How many lines of the material below contain the string "Elizalde"? Answer with the number and nothing else.

#### [PROVIDED ENTRIES]
=-=-=-=-=

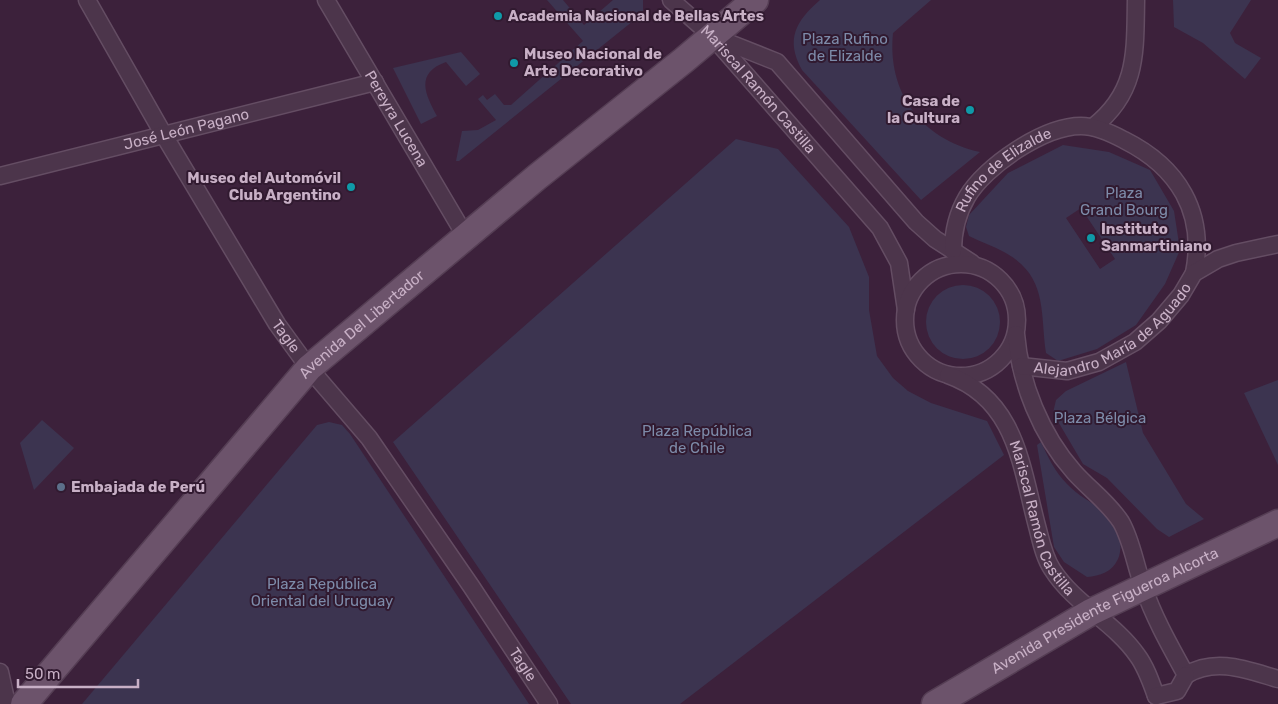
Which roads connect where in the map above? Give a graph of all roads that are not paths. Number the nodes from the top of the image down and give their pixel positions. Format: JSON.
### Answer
{"nodes":[{"id":1,"x":88,"y":0,"type":"edge"},
{"id":2,"x":326,"y":0,"type":"edge"},
{"id":3,"x":671,"y":0,"type":"edge"},
{"id":4,"x":755,"y":0,"type":"edge"},
{"id":5,"x":1136,"y":0,"type":"edge"},
{"id":6,"x":712,"y":36,"type":"junction"},
{"id":7,"x":374,"y":82,"type":"junction"},
{"id":8,"x":1093,"y":127,"type":"junction"},
{"id":9,"x":165,"y":137,"type":"junction"},
{"id":10,"x":0,"y":176,"type":"edge"},
{"id":11,"x":466,"y":237,"type":"junction"},
{"id":12,"x":1278,"y":244,"type":"edge"},
{"id":13,"x":953,"y":251,"type":"junction"},
{"id":14,"x":972,"y":264,"type":"junction"},
{"id":15,"x":1194,"y":273,"type":"junction"},
{"id":16,"x":906,"y":310,"type":"junction"},
{"id":17,"x":1016,"y":334,"type":"junction"},
{"id":18,"x":1021,"y":366,"type":"junction"},
{"id":19,"x":308,"y":368,"type":"junction"},
{"id":20,"x":948,"y":375,"type":"junction"},
{"id":21,"x":1278,"y":522,"type":"edge"},
{"id":22,"x":1143,"y":586,"type":"junction"},
{"id":23,"x":1091,"y":612,"type":"junction"},
{"id":24,"x":0,"y":672,"type":"edge"},
{"id":25,"x":1186,"y":675,"type":"junction"},
{"id":26,"x":1278,"y":679,"type":"edge"},
{"id":27,"x":1180,"y":697,"type":"edge"},
{"id":28,"x":1152,"y":700,"type":"edge"},
{"id":29,"x":8,"y":704,"type":"edge"},
{"id":30,"x":24,"y":704,"type":"edge"},
{"id":31,"x":549,"y":704,"type":"edge"},
{"id":32,"x":935,"y":704,"type":"edge"}],
"edges":[{"from":1,"to":9,"type":"street","name":"Tagle"},
{"from":2,"to":7,"type":"street","name":"Pereyra Lucena"},
{"from":3,"to":6,"type":"street"},
{"from":4,"to":6,"type":"main road","name":"Avenida Del Libertador"},
{"from":5,"to":8,"type":"street"},
{"from":6,"to":11,"type":"main road","name":"Avenida Del Libertador"},
{"from":6,"to":13,"type":"street","name":"Mariscal Ramón Castilla"},
{"from":6,"to":16,"type":"street","name":"Mariscal Ramón Castilla"},
{"from":7,"to":9,"type":"street","name":"José León Pagano"},
{"from":7,"to":11,"type":"street","name":"Pereyra Lucena"},
{"from":8,"to":13,"type":"street","name":"Rufino de Elizalde"},
{"from":8,"to":15,"type":"street","name":"Rufino de Elizalde"},
{"from":9,"to":10,"type":"street","name":"José León Pagano"},
{"from":9,"to":19,"type":"street","name":"Tagle"},
{"from":11,"to":19,"type":"main road","name":"Avenida Del Libertador"},
{"from":12,"to":15,"type":"street","name":"Alejandro María de Aguado"},
{"from":13,"to":14,"type":"street","name":"Mariscal Ramón Castilla"},
{"from":14,"to":16,"type":"street"},
{"from":14,"to":17,"type":"street"},
{"from":15,"to":18,"type":"street","name":"Alejandro María de Aguado"},
{"from":16,"to":20,"type":"street"},
{"from":17,"to":18,"type":"street"},
{"from":17,"to":20,"type":"street"},
{"from":18,"to":22,"type":"street"},
{"from":19,"to":30,"type":"main road","name":"Avenida Del Libertador"},
{"from":19,"to":31,"type":"street","name":"Tagle"},
{"from":20,"to":23,"type":"street","name":"Mariscal Ramón Castilla"},
{"from":21,"to":22,"type":"main road","name":"Avenida Presidente Figueroa Alcorta"},
{"from":22,"to":23,"type":"main road","name":"Avenida Presidente Figueroa Alcorta"},
{"from":22,"to":25,"type":"street"},
{"from":23,"to":28,"type":"street","name":"Mariscal Ramón Castilla"},
{"from":23,"to":32,"type":"main road","name":"Avenida Presidente Figueroa Alcorta"},
{"from":24,"to":29,"type":"street"},
{"from":25,"to":26,"type":"street"},
{"from":25,"to":27,"type":"street","name":"Mariscal Ramón Castilla"},
{"from":27,"to":28,"type":"street","name":"Mariscal Ramón Castilla"}]}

=-=-=-=-=

#### [RESULT BELOW]
2